Starting at the line that contains "ring mcp: (281, 239)", copy every line to the end of the material below exactly, and omit the pictures.

-- Opening Marker --

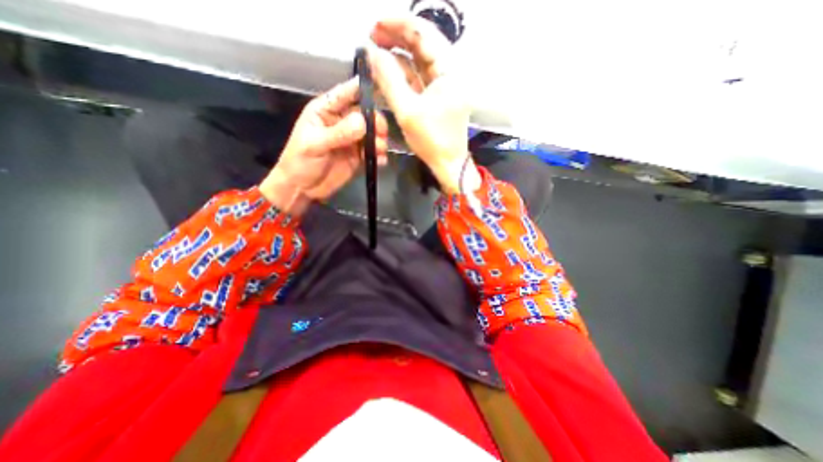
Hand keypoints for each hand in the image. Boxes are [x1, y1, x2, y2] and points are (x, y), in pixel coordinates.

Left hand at [259, 78, 389, 214]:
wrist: (302, 189)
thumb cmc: (300, 162)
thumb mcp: (315, 145)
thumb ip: (339, 133)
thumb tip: (363, 122)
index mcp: (326, 111)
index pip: (346, 93)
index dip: (362, 88)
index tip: (381, 86)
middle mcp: (342, 122)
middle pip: (365, 114)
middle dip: (376, 122)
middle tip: (381, 134)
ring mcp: (352, 140)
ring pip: (372, 133)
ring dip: (380, 140)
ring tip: (380, 150)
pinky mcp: (358, 156)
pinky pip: (373, 152)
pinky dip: (379, 155)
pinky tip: (380, 161)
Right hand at [368, 16, 479, 195]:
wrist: (448, 164)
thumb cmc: (432, 142)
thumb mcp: (407, 111)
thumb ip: (389, 80)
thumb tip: (373, 54)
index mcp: (451, 72)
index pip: (426, 34)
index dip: (399, 25)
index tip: (376, 24)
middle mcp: (451, 73)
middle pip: (424, 44)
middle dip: (398, 37)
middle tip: (373, 36)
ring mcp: (445, 85)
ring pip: (421, 60)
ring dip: (399, 54)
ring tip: (377, 50)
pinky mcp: (439, 96)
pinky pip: (420, 77)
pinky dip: (405, 72)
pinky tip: (389, 70)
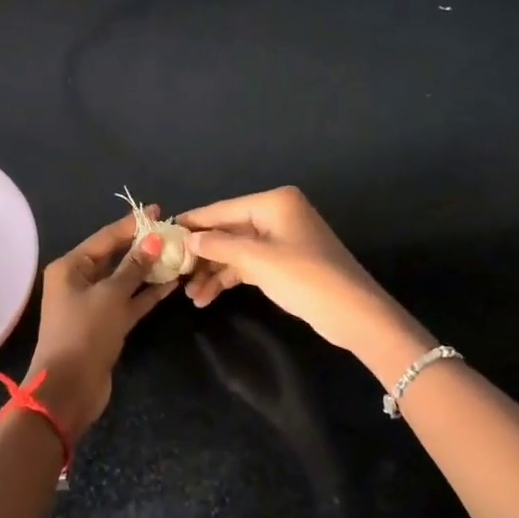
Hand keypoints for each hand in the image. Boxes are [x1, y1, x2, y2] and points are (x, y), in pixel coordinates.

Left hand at [25, 206, 179, 438]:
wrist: (69, 388)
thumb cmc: (85, 333)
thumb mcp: (111, 295)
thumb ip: (134, 267)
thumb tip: (153, 240)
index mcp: (70, 267)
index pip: (105, 238)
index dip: (132, 224)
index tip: (159, 211)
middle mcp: (78, 281)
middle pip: (114, 257)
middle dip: (142, 246)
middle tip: (172, 232)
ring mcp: (92, 304)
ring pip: (124, 280)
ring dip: (148, 270)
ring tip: (177, 255)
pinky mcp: (105, 325)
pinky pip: (128, 302)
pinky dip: (147, 294)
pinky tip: (172, 284)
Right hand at [177, 186, 431, 365]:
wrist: (355, 314)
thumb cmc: (306, 278)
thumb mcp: (257, 260)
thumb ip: (219, 246)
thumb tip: (187, 238)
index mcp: (273, 203)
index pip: (222, 209)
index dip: (193, 222)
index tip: (163, 233)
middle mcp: (276, 215)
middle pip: (227, 230)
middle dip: (201, 254)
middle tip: (174, 272)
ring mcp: (281, 239)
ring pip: (235, 250)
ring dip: (212, 271)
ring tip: (189, 295)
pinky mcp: (284, 262)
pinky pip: (247, 264)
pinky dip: (228, 278)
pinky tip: (207, 297)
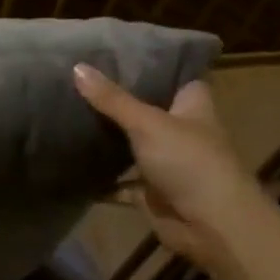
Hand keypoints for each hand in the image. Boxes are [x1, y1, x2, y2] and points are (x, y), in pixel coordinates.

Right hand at [73, 66, 272, 273]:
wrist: (211, 225)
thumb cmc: (189, 162)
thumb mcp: (147, 123)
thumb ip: (112, 99)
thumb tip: (77, 66)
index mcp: (192, 107)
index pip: (176, 77)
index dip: (153, 66)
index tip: (119, 53)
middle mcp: (181, 132)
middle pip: (148, 111)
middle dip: (119, 102)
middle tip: (80, 82)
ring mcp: (167, 164)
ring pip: (133, 147)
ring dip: (109, 140)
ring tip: (69, 117)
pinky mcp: (152, 193)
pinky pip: (122, 183)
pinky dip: (102, 181)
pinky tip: (73, 167)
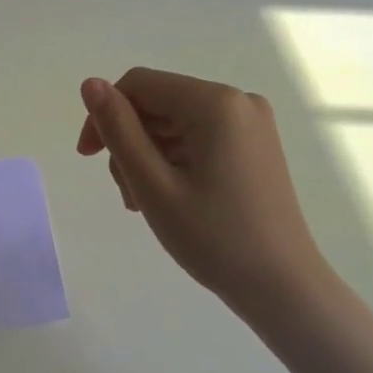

-- Closing Marker --

*Task output*
ring mcp: (281, 239)
ring pip: (235, 250)
ring dip: (212, 271)
ring tip: (189, 295)
pinky mcp: (284, 262)
pinky pip: (247, 264)
pinky dip: (228, 278)
pinky tip: (207, 297)
Hand keypoints for each hand in the image. Boxes are [x1, y1, x2, y2] and points are (x, y), in pixel coordinates.

Right hand at [73, 66, 272, 273]:
wrist: (211, 225)
thumb cmc: (189, 162)
thumb mcp: (147, 123)
thumb ip: (112, 99)
thumb tip: (77, 66)
index mcp: (192, 107)
index pip: (176, 77)
index dip: (153, 66)
index tip: (119, 53)
middle mcp: (181, 132)
middle pip: (148, 111)
middle dip: (119, 102)
middle tip: (80, 82)
ring mcp: (167, 164)
ring pip: (133, 147)
ring dip: (109, 140)
ring tip: (69, 117)
pinky mcp: (152, 193)
pinky pip: (122, 183)
pinky dip: (102, 181)
pinky tip: (73, 167)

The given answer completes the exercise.